PROVIDED RECORDS Block Start

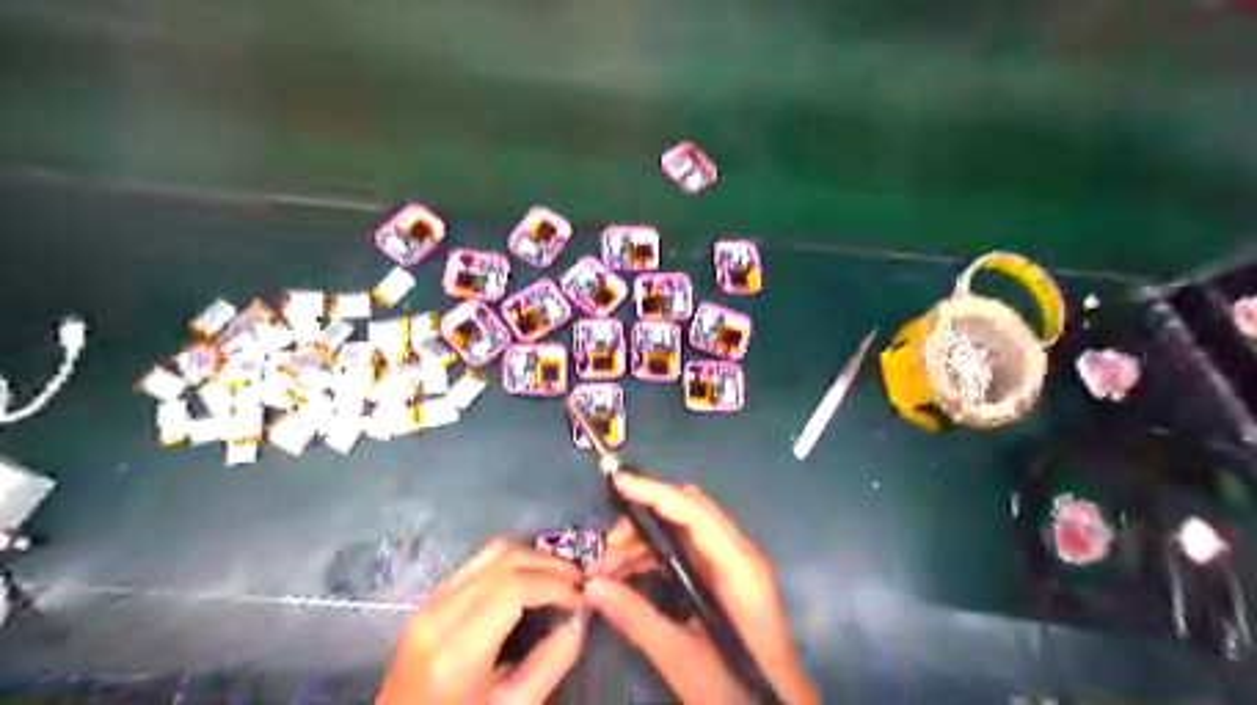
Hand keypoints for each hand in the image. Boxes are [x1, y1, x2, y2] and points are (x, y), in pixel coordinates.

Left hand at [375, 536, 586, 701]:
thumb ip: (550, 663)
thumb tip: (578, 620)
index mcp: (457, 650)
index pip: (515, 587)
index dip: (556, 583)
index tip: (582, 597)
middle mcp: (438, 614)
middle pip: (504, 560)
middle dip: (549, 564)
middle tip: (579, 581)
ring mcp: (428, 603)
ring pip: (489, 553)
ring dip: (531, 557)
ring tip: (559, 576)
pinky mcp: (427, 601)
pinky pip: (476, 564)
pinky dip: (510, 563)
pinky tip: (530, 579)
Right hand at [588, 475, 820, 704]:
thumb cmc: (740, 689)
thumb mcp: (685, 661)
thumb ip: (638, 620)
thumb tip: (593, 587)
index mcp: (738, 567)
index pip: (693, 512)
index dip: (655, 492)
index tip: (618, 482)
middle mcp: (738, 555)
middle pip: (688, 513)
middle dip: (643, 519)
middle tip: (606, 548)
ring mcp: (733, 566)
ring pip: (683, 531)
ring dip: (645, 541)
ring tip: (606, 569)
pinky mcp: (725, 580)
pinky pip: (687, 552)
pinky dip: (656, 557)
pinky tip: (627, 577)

PROVIDED RECORDS Block End

:: ASSIGNMENT ::
Scan the lines above for the word "hand" and copy every one where it occurs.

:: RESPONSE FOR THIS EXERCISE ::
Hand keypoints for each hand in the image. Boxes are [x1, y1, x2, y2] and points are (x, y), in pixel coordinates.
Left hand at [375, 536, 586, 701]:
Right hand at [588, 475, 820, 704]:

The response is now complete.